Heute, zweihundert Jahre nach der Aufklärung und vierzig Jahre nach der sexuellen Revolution, haben sich die kulturellen Verbote natürlich tiefgreifend verändert – verschwunden aber sind sie keineswegs. Der moderne, aufgeklärte Mensch muss nicht mehr aus Glaubensgründen fasten, freitags auf Fleisch verzichten und mit dem Sex bis zur Ehe warten; dennoch sind wir in unserer heutigen Hochleistungsgesellschaft ganz offensichtlich weit davon entfernt, wieder schuldlos wie die Tiere zu werden und uns ohne Gewissensbisse dem Nichtstun hinzugeben. Unsere Gesellschaft, in der mehr denn je Schlankheit, Sportlichkeit, Gesundheit, Produktivität und Effektivität gefragt sind, verlangt uns ganz im Gegenteil ein immer höheres Maß an Triebverzicht ab. Dieser Triebverzicht ist nicht mehr an die göttliche Untersagung gebunden, sondern an strengste individuelle Selbstkontrolle, die durch die Angebote der heutigen Überflussgesellschaft zusätzlich herausgefordert – beziehungsweise konterkariert – wird. Inmitten von All-you-can-eat-Angeboten, Shopping per Mausklick und frei verfügbarer Internetpornographie muss der Mensch seine Lüste umso strenger zügeln; und umso gefährdeter ist er gleichzeitig, in die Sucht abzugleiten.

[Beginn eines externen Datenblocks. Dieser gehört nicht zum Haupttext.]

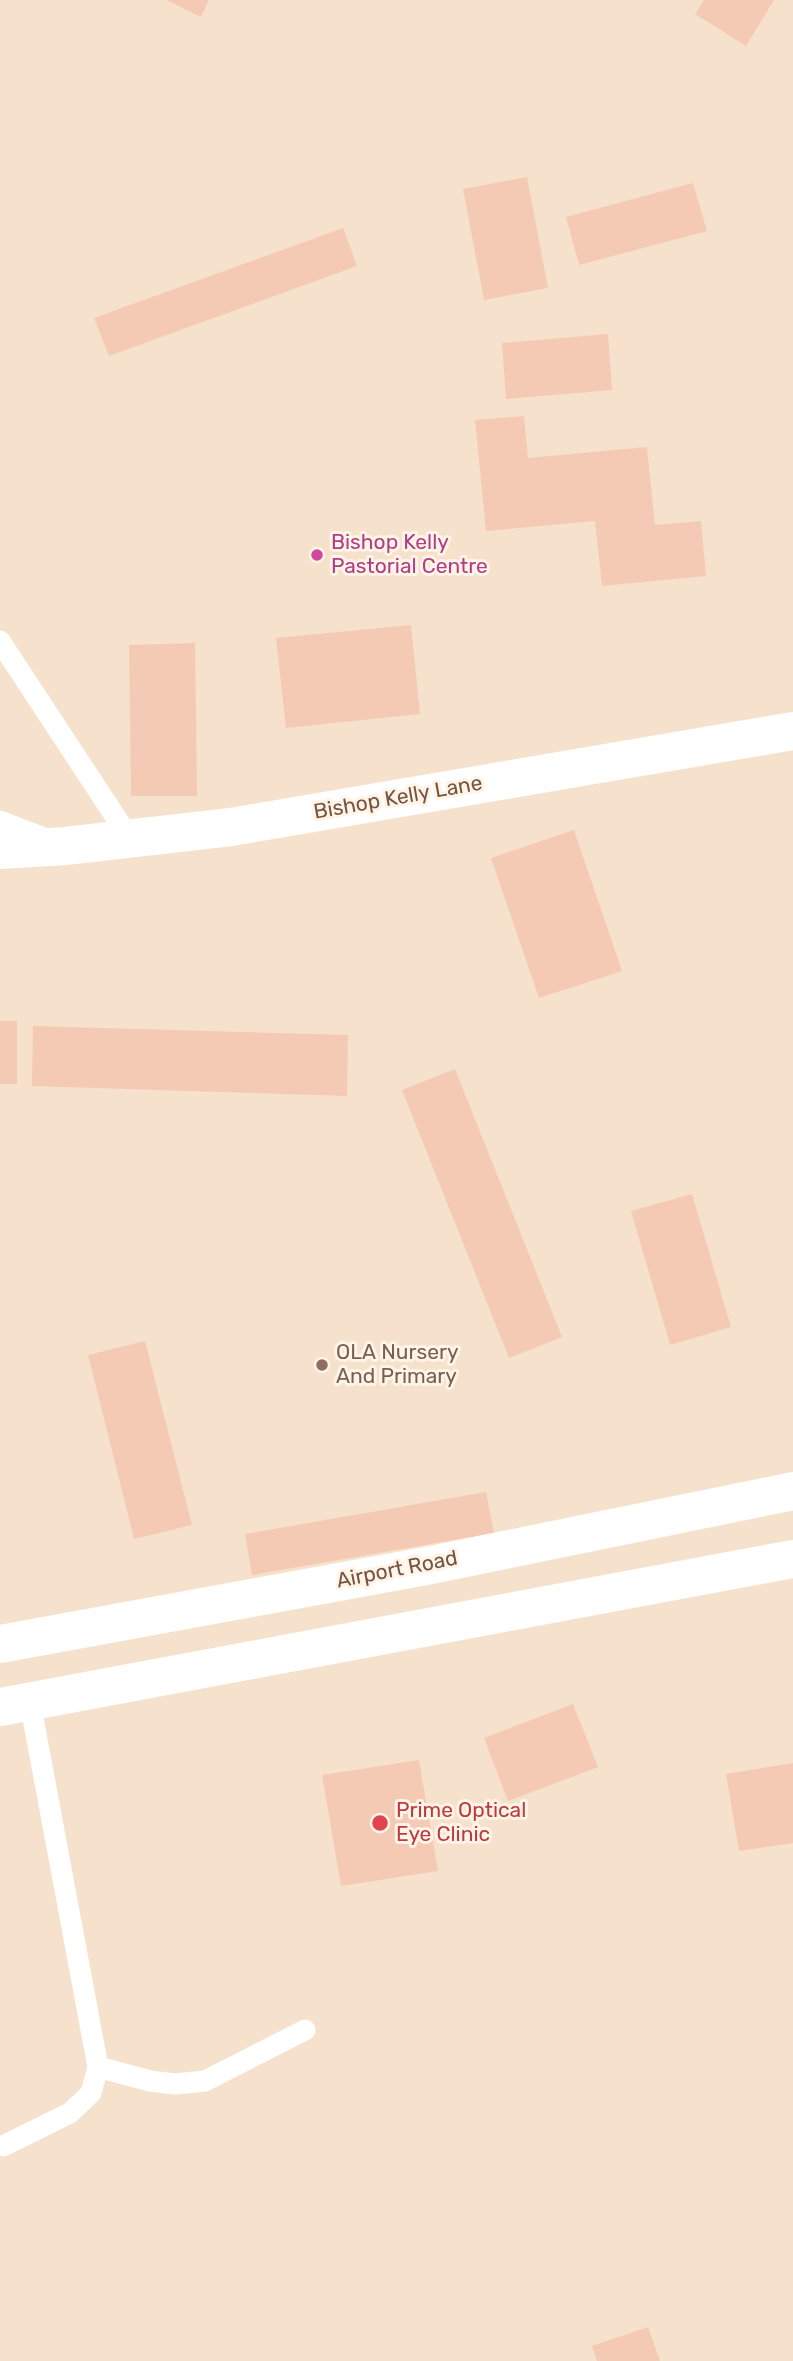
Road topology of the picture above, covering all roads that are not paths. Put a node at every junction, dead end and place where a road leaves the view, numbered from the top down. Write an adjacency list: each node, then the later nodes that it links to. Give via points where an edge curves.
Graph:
1 (0, 641): 4 (lane)
2 (793, 731): 4 (main road, Bishop Kelly Lane, via 231,827)
3 (0, 821): 5 (lane)
4 (130, 839): 5 (main road, Bishop Kelly Lane)
5 (65, 846): 6 (main road, Bishop Kelly Lane)
6 (0, 850)
7 (793, 1491): 9 (main road, Airport Road, via 426,1566)
8 (793, 1559): 10 (main road)
9 (0, 1644)
10 (15, 1704): 12 (lane)
11 (305, 2030): 12 (lane, via 205,2081 150,2081)
12 (98, 2067): 13 (lane, via 91,2093 70,2113)
13 (3, 2146)

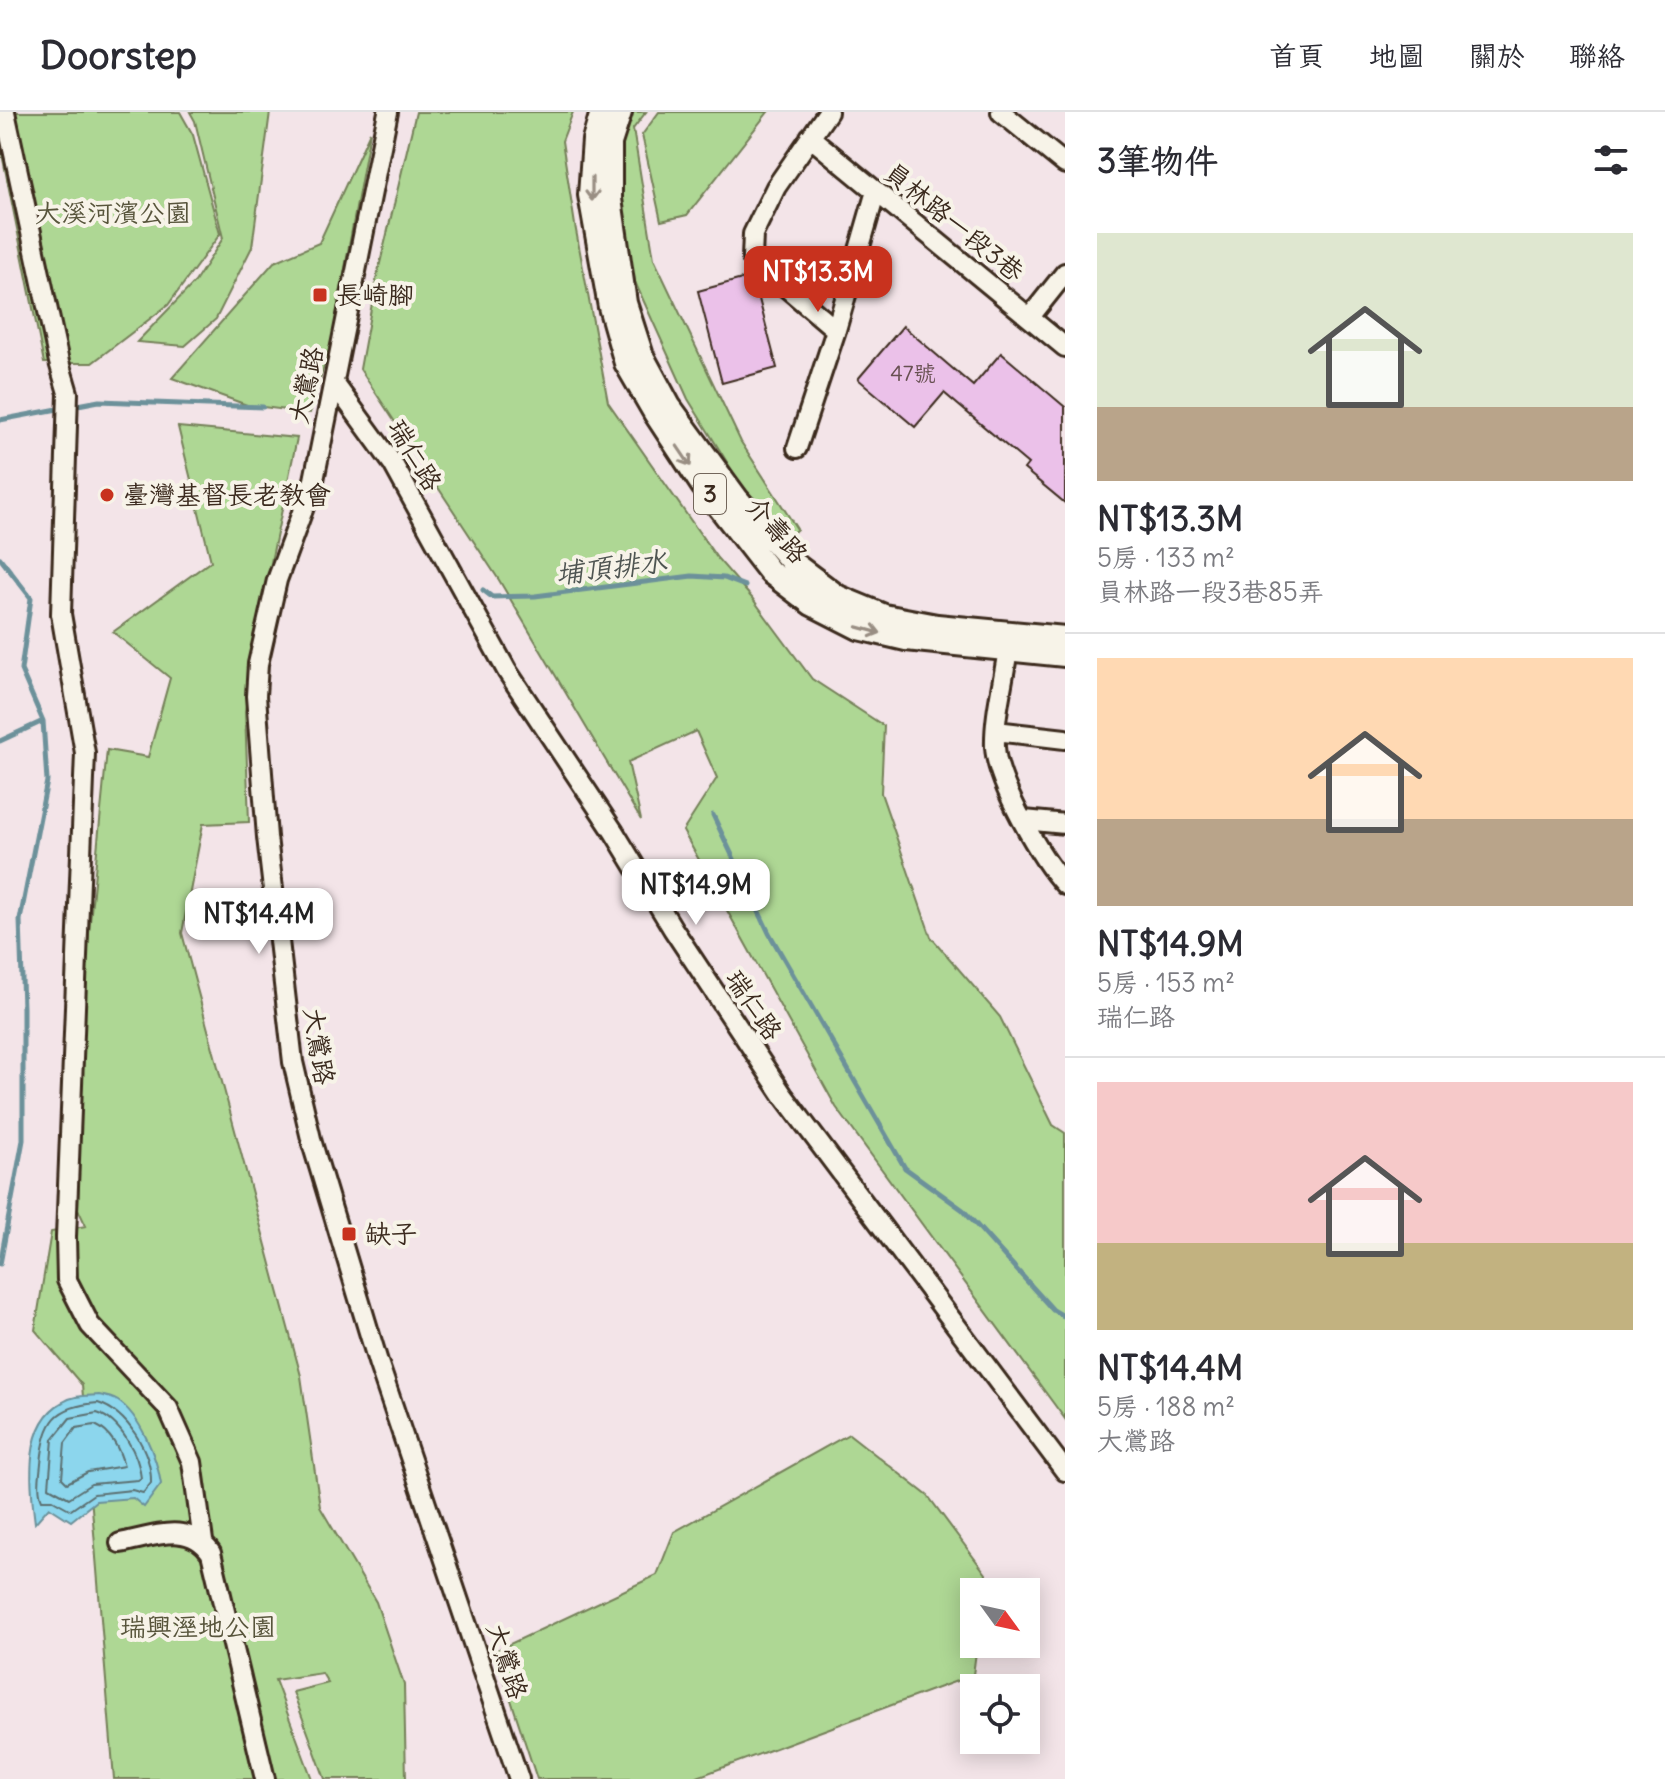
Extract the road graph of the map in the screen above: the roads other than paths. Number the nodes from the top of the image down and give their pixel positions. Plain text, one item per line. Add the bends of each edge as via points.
1 (5, 112) edge
2 (388, 112) edge
3 (602, 112) edge
4 (620, 112) edge
5 (828, 112) edge
6 (1001, 112) edge
7 (810, 137) junction
8 (1065, 164) edge
9 (876, 191) junction
10 (1065, 273) edge
11 (1030, 317) junction
12 (836, 330) junction
13 (1065, 347) edge
14 (334, 383) junction
15 (797, 448) dead end
16 (1065, 638) edge
17 (1008, 648) junction
18 (1065, 655) edge
19 (996, 731) junction
20 (1065, 739) edge
21 (1024, 820) junction
22 (1065, 824) edge
23 (1065, 885) edge
24 (1065, 1471) edge
25 (203, 1541) junction
26 (120, 1543) dead end
27 (265, 1779) edge
28 (519, 1779) edge

1 - 25 street via 68,393 61,614 85,753 67,1280 90,1325 168,1408 192,1462
2 - 14 street, 大鶯路
3 -> 17 main road, 介壽路 / 3 via 590,195 610,307 626,363 703,486 770,572 812,604 859,628 906,639
4 - 16 main road, 介壽路 / 3 via 610,143 610,199 625,303 642,356 669,406 737,499 794,564 838,597 884,616 937,626
5 - 7 street
6 - 8 street
7 - 9 street, 員林路一段3巷
7 - 12 street via 764,211 753,234 752,258
9 - 11 street, 員林路一段3巷
9 - 12 street
10 - 11 street
11 - 13 street, 員林路一段3巷
12 - 15 street
14 - 24 street, 瑞仁路 via 393,464 507,671 783,1095
14 - 28 street, 大鶯路 via 314,480 277,580 256,696 293,1062 343,1252
17 - 18 main road, 介壽路 / 3
17 - 19 street
19 - 20 street
19 - 21 street via 995,751
21 - 22 street
21 - 23 street
25 - 26 street via 175,1533
25 - 27 street via 211,1553

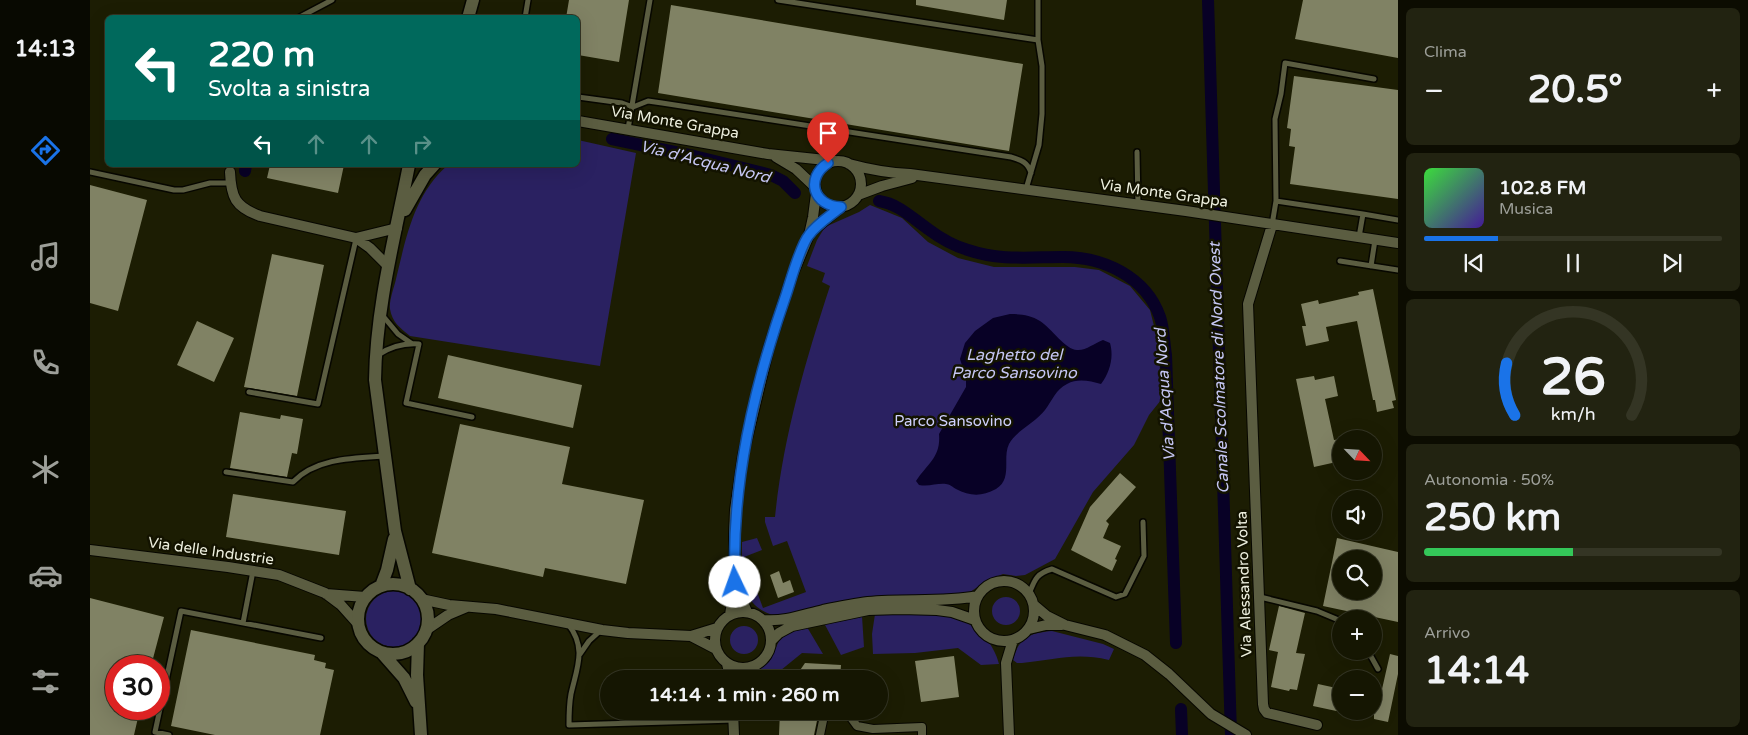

Denn wie soll er damit umgehen, dass ein und dieselbe Gesellschaft ihm den Genuss verbietet und aufdrängt? »Sucht steht für die Unmöglichkeit einer vollständigen Selbstkontrolle«, schreibt der französische Soziologe Alain Ehrenberg in seinem Buch Das erschöpfte Selbst. Der Süchtige »steht in einem ›unmöglichen‹ Verhältnis zum Gesetz. Die Freiheit der Sitten, also das Verschwinden der Polarität erlaubt – verboten … bewirk[t], dass alles konkret möglich wird.« Unsere Konsumleistungsgesellschaft fördert zwanghaftes Genießen, weil sie einerseits auf strengstem Verzicht beruht, andererseits aber durch ihre ständigen Reize die Lust an der Überschreitung provoziert. Was sie verbietet, preist sie gleichzeitig an.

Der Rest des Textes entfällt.